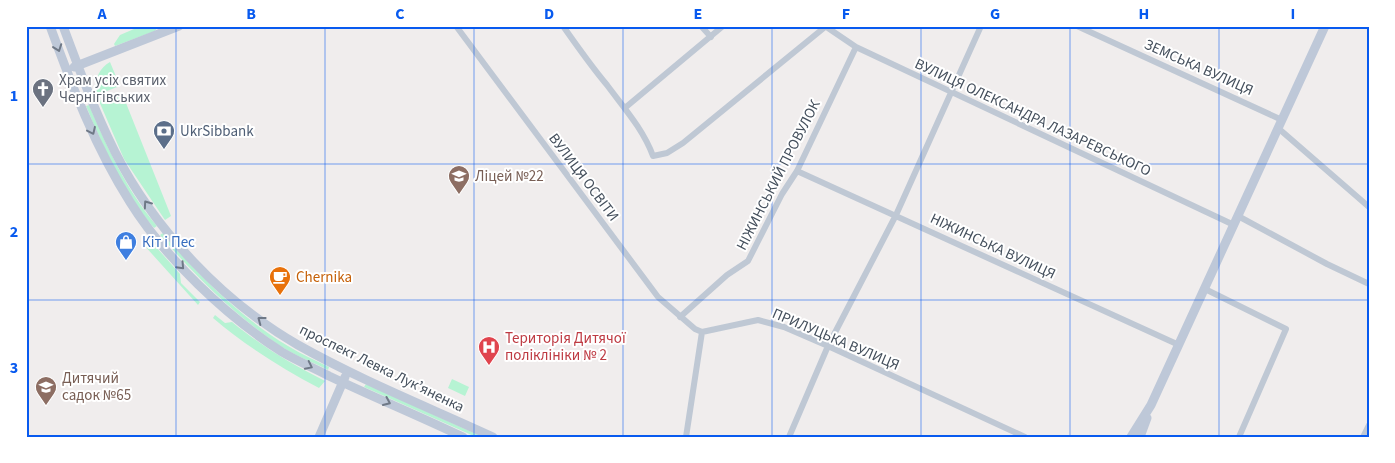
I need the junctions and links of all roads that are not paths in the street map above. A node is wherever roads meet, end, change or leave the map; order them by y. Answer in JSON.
{"nodes":[{"id":1,"x":50,"y":26,"type":"edge"},
{"id":2,"x":63,"y":26,"type":"edge"},
{"id":3,"x":179,"y":26,"type":"edge"},
{"id":4,"x":456,"y":26,"type":"edge"},
{"id":5,"x":562,"y":26,"type":"edge"},
{"id":6,"x":701,"y":26,"type":"edge"},
{"id":7,"x":723,"y":26,"type":"edge"},
{"id":8,"x":825,"y":26,"type":"edge"},
{"id":9,"x":981,"y":26,"type":"edge"},
{"id":10,"x":1077,"y":26,"type":"edge"},
{"id":11,"x":1325,"y":26,"type":"edge"},
{"id":12,"x":711,"y":37,"type":"junction"},
{"id":13,"x":856,"y":47,"type":"junction"},
{"id":14,"x":78,"y":66,"type":"junction"},
{"id":15,"x":66,"y":70,"type":"junction"},
{"id":16,"x":950,"y":92,"type":"junction"},
{"id":17,"x":626,"y":107,"type":"junction"},
{"id":18,"x":1280,"y":124,"type":"junction"},
{"id":19,"x":797,"y":171,"type":"junction"},
{"id":20,"x":1369,"y":207,"type":"edge"},
{"id":21,"x":896,"y":215,"type":"junction"},
{"id":22,"x":1238,"y":216,"type":"junction"},
{"id":23,"x":1234,"y":225,"type":"junction"},
{"id":24,"x":1369,"y":284,"type":"edge"},
{"id":25,"x":1205,"y":289,"type":"junction"},
{"id":26,"x":680,"y":317,"type":"junction"},
{"id":27,"x":702,"y":332,"type":"junction"},
{"id":28,"x":1178,"y":345,"type":"junction"},
{"id":29,"x":828,"y":346,"type":"junction"},
{"id":30,"x":348,"y":370,"type":"junction"},
{"id":31,"x":343,"y":382,"type":"junction"},
{"id":32,"x":1151,"y":405,"type":"junction"},
{"id":33,"x":1369,"y":425,"type":"edge"},
{"id":34,"x":319,"y":437,"type":"edge"},
{"id":35,"x":464,"y":437,"type":"edge"},
{"id":36,"x":493,"y":437,"type":"edge"},
{"id":37,"x":686,"y":437,"type":"edge"},
{"id":38,"x":789,"y":437,"type":"edge"},
{"id":39,"x":1025,"y":437,"type":"edge"},
{"id":40,"x":1131,"y":437,"type":"edge"},
{"id":41,"x":1140,"y":437,"type":"edge"},
{"id":42,"x":1239,"y":437,"type":"edge"},
{"id":43,"x":1363,"y":437,"type":"edge"}],
"edges":[{"from":1,"to":15,"type":"main road","name":"проспект Левка Лукʼяненка","one_way":true},
{"from":2,"to":14,"type":"main road","name":"проспект Левка Лукʼяненка"},
{"from":3,"to":14,"type":"main road"},
{"from":4,"to":26,"type":"street","name":"ВУЛИЦЯ ОСВІТИ"},
{"from":5,"to":17,"type":"street"},
{"from":6,"to":12,"type":"street"},
{"from":7,"to":12,"type":"street"},
{"from":8,"to":13,"type":"street","name":"ВУЛИЦЯ ОЛЕКСАНДРА ЛАЗАРЕВСЬКОГО"},
{"from":8,"to":17,"type":"street"},
{"from":9,"to":16,"type":"street"},
{"from":10,"to":18,"type":"street","name":"ЗЕМСЬКА ВУЛИЦЯ"},
{"from":11,"to":18,"type":"main road"},
{"from":12,"to":17,"type":"street"},
{"from":13,"to":16,"type":"street","name":"ВУЛИЦЯ ОЛЕКСАНДРА ЛАЗАРЕВСЬКОГО"},
{"from":13,"to":19,"type":"street","name":"НІЖИНСЬКИЙ ПРОВУЛОК"},
{"from":14,"to":15,"type":"main road"},
{"from":30,"to":14,"type":"main road","name":"проспект Левка Лукʼяненка","one_way":true},
{"from":15,"to":31,"type":"main road","name":"проспект Левка Лукʼяненка","one_way":true},
{"from":16,"to":21,"type":"street"},
{"from":16,"to":23,"type":"street","name":"ВУЛИЦЯ ОЛЕКСАНДРА ЛАЗАРЕВСЬКОГО"},
{"from":18,"to":20,"type":"street","name":"ЗЕМСЬКА ВУЛИЦЯ"},
{"from":18,"to":22,"type":"main road"},
{"from":19,"to":21,"type":"street","name":"НІЖИНСЬКА ВУЛИЦЯ"},
{"from":19,"to":26,"type":"street","name":"НІЖИНСЬКИЙ ПРОВУЛОК"},
{"from":21,"to":28,"type":"street","name":"НІЖИНСЬКА ВУЛИЦЯ"},
{"from":21,"to":29,"type":"street"},
{"from":22,"to":23,"type":"main road"},
{"from":22,"to":24,"type":"street"},
{"from":23,"to":25,"type":"main road"},
{"from":25,"to":28,"type":"main road"},
{"from":25,"to":42,"type":"street"},
{"from":26,"to":27,"type":"street","name":"ВУЛИЦЯ ОСВІТИ"},
{"from":27,"to":29,"type":"street","name":"ПРИЛУЦЬКА ВУЛИЦЯ"},
{"from":27,"to":37,"type":"street"},
{"from":28,"to":32,"type":"main road"},
{"from":29,"to":38,"type":"street"},
{"from":29,"to":39,"type":"street","name":"ПРИЛУЦЬКА ВУЛИЦЯ"},
{"from":30,"to":31,"type":"main road"},
{"from":30,"to":36,"type":"main road","name":"проспект Левка Лукʼяненка"},
{"from":31,"to":34,"type":"main road"},
{"from":31,"to":35,"type":"main road","name":"проспект Левка Лукʼяненка","one_way":true},
{"from":32,"to":40,"type":"main road"},
{"from":32,"to":41,"type":"main road"},
{"from":33,"to":43,"type":"street"}]}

▶ [What the task requires]: When the entries above show the word "ОЛЕКСАНДРА" in a line, copy that line out.

▶ [Written solution]:
{"from":8,"to":13,"type":"street","name":"ВУЛИЦЯ ОЛЕКСАНДРА ЛАЗАРЕВСЬКОГО"},
{"from":13,"to":16,"type":"street","name":"ВУЛИЦЯ ОЛЕКСАНДРА ЛАЗАРЕВСЬКОГО"},
{"from":16,"to":23,"type":"street","name":"ВУЛИЦЯ ОЛЕКСАНДРА ЛАЗАРЕВСЬКОГО"},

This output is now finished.